More often than not, we traced the poor performance back to a couple of common factors: (1) stress, (2) stress, and (3) stress.
Most 911 centers in the U.S. are chronically underfunded and understaffed. The former means that centers often don’t have enough authorized positions for the workload and/or they can’t afford to pay employees a salary that commensurate with the job and its responsibilities; while the latter forces employees to work involuntary overtime.
In the center where I worked alongside very dedicated women and men, the entry-level salary was $22,380/year ($10.75/hour) in 1999. Our staff was 98 percent women (Typical of most centers), women who were either a single parent or part of a household where their pay contributed 50 percent or more of the family income. There was a great deal of overtime to be worked (at one point we had only 42 of 64 authorized positions filled) and people needed the money. So they worked plenty of overtime.

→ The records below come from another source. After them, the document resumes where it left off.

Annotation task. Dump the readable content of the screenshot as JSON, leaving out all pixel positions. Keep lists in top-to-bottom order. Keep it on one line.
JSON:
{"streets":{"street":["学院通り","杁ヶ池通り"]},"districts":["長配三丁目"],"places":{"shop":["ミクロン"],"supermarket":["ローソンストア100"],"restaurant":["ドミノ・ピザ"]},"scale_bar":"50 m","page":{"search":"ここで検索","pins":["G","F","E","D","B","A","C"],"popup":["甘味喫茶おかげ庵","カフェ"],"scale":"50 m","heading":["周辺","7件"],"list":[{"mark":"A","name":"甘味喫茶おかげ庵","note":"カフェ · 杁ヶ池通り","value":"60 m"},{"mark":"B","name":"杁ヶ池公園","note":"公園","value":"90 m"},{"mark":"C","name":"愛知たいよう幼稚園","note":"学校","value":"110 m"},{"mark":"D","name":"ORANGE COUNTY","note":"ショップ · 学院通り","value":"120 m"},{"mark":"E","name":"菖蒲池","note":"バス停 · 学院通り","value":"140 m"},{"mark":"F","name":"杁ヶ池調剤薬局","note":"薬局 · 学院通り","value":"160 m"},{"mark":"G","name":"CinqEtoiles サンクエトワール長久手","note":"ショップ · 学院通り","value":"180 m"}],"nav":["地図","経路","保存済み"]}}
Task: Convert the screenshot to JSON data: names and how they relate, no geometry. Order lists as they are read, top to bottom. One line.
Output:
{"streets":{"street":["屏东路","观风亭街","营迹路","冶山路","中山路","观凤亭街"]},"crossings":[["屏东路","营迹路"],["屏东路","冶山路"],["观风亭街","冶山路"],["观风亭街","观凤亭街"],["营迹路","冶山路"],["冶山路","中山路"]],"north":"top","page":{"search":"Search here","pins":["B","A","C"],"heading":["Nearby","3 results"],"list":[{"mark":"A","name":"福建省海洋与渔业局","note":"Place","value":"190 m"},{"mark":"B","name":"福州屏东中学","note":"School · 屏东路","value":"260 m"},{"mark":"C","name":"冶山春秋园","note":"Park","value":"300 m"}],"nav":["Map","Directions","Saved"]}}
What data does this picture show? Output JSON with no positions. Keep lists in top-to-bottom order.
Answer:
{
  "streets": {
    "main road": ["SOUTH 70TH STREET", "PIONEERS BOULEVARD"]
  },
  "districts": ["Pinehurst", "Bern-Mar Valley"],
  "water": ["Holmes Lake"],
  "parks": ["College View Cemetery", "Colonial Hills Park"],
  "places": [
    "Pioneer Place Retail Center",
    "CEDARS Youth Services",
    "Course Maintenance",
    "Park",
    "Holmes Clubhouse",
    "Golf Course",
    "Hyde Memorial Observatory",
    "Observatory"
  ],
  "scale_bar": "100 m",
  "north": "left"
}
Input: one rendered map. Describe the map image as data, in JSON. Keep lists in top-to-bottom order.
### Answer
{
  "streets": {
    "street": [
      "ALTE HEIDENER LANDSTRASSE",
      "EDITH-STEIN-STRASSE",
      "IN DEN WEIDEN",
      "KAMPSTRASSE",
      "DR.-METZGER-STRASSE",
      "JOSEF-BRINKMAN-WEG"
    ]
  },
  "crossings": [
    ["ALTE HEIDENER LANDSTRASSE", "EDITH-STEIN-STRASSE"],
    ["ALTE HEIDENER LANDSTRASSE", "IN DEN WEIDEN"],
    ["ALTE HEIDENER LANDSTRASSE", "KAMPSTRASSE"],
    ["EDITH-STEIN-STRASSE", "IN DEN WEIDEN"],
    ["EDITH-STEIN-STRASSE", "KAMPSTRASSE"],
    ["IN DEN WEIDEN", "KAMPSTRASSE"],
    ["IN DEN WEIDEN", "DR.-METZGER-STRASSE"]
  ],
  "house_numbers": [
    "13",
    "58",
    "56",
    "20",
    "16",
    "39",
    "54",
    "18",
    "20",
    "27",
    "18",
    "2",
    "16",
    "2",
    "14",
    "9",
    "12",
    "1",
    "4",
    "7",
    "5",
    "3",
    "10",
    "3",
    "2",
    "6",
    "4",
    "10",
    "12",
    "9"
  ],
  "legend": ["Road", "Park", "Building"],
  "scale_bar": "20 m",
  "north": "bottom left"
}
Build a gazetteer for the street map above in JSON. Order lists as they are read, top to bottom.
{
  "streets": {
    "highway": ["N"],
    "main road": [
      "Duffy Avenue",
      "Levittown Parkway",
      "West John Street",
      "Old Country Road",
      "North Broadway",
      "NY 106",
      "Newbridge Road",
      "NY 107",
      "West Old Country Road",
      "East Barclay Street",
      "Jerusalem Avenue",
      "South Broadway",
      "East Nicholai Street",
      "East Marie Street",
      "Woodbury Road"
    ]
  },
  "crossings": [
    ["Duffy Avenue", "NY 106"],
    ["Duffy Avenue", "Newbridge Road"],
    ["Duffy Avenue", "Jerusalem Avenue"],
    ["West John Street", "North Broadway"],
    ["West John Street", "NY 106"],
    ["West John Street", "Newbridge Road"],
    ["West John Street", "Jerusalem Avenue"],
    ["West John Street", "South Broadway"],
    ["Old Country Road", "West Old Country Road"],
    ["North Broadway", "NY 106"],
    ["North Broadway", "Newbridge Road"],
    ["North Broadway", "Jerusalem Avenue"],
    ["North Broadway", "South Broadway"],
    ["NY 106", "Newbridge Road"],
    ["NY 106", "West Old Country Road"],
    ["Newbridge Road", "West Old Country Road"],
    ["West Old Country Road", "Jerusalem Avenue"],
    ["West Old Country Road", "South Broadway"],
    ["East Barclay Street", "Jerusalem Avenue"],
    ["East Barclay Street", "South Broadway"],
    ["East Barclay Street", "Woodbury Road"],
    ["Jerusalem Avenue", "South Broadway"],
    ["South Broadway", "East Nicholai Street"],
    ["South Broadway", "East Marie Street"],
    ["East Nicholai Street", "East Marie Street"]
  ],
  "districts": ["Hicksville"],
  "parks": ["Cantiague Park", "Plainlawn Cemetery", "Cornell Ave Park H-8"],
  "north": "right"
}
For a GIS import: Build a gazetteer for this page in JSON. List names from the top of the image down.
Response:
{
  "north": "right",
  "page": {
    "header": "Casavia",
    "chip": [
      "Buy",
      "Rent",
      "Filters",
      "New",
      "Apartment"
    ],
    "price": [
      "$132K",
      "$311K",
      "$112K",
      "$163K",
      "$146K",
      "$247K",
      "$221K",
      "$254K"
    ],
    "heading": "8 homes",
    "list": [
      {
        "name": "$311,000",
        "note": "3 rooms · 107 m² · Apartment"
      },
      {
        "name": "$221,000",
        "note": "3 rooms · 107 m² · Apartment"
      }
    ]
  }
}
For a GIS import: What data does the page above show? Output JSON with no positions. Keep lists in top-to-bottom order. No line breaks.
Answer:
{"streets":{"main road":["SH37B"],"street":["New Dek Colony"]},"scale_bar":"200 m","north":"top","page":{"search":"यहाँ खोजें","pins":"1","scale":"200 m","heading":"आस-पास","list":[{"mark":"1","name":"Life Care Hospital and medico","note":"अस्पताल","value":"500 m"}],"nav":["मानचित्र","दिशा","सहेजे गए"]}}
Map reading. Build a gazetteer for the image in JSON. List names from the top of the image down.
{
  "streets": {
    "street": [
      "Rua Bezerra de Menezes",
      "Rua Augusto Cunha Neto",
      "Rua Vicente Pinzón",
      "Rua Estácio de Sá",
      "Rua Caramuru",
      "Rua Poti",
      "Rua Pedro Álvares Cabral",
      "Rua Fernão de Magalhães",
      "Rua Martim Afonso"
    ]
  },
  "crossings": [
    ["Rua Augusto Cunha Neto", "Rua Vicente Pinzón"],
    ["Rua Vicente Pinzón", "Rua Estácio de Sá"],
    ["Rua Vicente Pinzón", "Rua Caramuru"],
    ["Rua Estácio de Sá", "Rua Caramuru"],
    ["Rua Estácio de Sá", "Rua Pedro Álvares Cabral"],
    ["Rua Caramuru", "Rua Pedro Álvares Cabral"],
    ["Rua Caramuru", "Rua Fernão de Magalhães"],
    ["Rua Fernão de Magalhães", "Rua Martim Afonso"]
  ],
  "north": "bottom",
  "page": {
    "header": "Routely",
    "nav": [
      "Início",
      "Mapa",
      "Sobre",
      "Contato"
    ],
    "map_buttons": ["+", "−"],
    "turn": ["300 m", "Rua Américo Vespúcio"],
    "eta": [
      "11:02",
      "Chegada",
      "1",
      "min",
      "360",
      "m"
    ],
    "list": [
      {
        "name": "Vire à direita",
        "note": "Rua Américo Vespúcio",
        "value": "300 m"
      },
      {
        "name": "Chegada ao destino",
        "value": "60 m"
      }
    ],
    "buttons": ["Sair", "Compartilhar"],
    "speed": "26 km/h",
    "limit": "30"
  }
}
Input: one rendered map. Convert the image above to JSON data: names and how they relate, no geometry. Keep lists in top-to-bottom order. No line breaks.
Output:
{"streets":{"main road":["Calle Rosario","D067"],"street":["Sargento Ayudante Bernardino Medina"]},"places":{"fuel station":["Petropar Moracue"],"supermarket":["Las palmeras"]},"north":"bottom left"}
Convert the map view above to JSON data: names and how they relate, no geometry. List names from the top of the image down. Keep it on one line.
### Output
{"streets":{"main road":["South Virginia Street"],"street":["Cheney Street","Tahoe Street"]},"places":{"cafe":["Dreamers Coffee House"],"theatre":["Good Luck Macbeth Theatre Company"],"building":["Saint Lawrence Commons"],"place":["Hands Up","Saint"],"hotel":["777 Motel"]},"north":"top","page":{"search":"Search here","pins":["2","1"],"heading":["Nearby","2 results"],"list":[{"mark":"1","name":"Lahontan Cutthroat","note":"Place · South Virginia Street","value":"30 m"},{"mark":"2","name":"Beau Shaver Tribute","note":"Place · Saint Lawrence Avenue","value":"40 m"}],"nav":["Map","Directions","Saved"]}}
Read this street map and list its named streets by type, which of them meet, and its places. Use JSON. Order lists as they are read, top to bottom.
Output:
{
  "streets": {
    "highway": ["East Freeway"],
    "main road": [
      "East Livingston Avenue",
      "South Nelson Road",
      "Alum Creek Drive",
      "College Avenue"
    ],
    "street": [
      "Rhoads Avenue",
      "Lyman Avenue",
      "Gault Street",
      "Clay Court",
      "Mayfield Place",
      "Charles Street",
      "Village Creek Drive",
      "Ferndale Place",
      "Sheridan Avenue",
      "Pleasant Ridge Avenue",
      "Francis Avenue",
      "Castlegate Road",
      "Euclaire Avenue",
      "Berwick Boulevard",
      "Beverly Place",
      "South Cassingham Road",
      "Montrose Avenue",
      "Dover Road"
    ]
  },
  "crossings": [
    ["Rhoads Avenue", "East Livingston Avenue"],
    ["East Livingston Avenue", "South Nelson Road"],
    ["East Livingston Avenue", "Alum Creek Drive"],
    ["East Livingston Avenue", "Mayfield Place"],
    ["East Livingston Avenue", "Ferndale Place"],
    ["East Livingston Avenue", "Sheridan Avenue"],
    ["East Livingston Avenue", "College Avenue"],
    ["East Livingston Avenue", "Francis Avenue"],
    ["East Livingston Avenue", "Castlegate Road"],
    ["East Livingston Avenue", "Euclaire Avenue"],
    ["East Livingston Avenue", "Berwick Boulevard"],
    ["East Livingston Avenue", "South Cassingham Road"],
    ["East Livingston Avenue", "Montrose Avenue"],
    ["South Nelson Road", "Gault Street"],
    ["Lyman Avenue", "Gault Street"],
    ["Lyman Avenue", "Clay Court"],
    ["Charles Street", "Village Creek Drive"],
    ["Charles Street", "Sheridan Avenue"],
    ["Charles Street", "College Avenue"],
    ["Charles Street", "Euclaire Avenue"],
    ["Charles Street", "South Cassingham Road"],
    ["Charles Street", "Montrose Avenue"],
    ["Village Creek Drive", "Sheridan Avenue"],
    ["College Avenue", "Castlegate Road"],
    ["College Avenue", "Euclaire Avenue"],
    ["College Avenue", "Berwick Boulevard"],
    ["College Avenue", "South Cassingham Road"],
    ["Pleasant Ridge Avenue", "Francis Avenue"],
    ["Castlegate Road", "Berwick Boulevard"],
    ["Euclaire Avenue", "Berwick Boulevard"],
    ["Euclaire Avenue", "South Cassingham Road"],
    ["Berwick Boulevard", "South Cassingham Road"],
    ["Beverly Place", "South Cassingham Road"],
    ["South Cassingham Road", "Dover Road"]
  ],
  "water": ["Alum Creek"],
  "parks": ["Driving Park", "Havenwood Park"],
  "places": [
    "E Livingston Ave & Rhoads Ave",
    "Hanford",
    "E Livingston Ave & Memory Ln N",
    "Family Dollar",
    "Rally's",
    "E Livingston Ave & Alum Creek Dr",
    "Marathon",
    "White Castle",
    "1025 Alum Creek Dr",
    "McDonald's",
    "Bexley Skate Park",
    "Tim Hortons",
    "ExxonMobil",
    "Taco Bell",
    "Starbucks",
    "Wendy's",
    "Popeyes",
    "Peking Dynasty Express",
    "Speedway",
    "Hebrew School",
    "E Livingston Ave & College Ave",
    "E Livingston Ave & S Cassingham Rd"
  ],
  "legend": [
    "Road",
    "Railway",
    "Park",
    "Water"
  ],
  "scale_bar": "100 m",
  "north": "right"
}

The regular shift was an eight-hour tour and an employee could sign up to work four hours after their regular shift or take the entire eight-hour OT slot.
When involuntary overtime had to be filled (to cover a employee for the oncoming shift who called in sick) it meant the on-duty employee working an additional four hours and an employee already scheduled for the oncoming shift had to come in early to work the other four hours before their regular shift.
In a number of PSAPs and emergency communications centers (aka, dispatch), employees work 12-hour shifts; four hours of overtime or more can be the norm in those centers when involuntary overtime is required to maintain minimum staffing.
Multiple shifts in a row means lots of hours and lots of additional stress in what already is a very stressful job. People under the influence of stress make mistakes, sometimes what appear to the unstressed as being “stupid mistakes.” Mistakes in the “What were you thinking?” category of stupid mistakes.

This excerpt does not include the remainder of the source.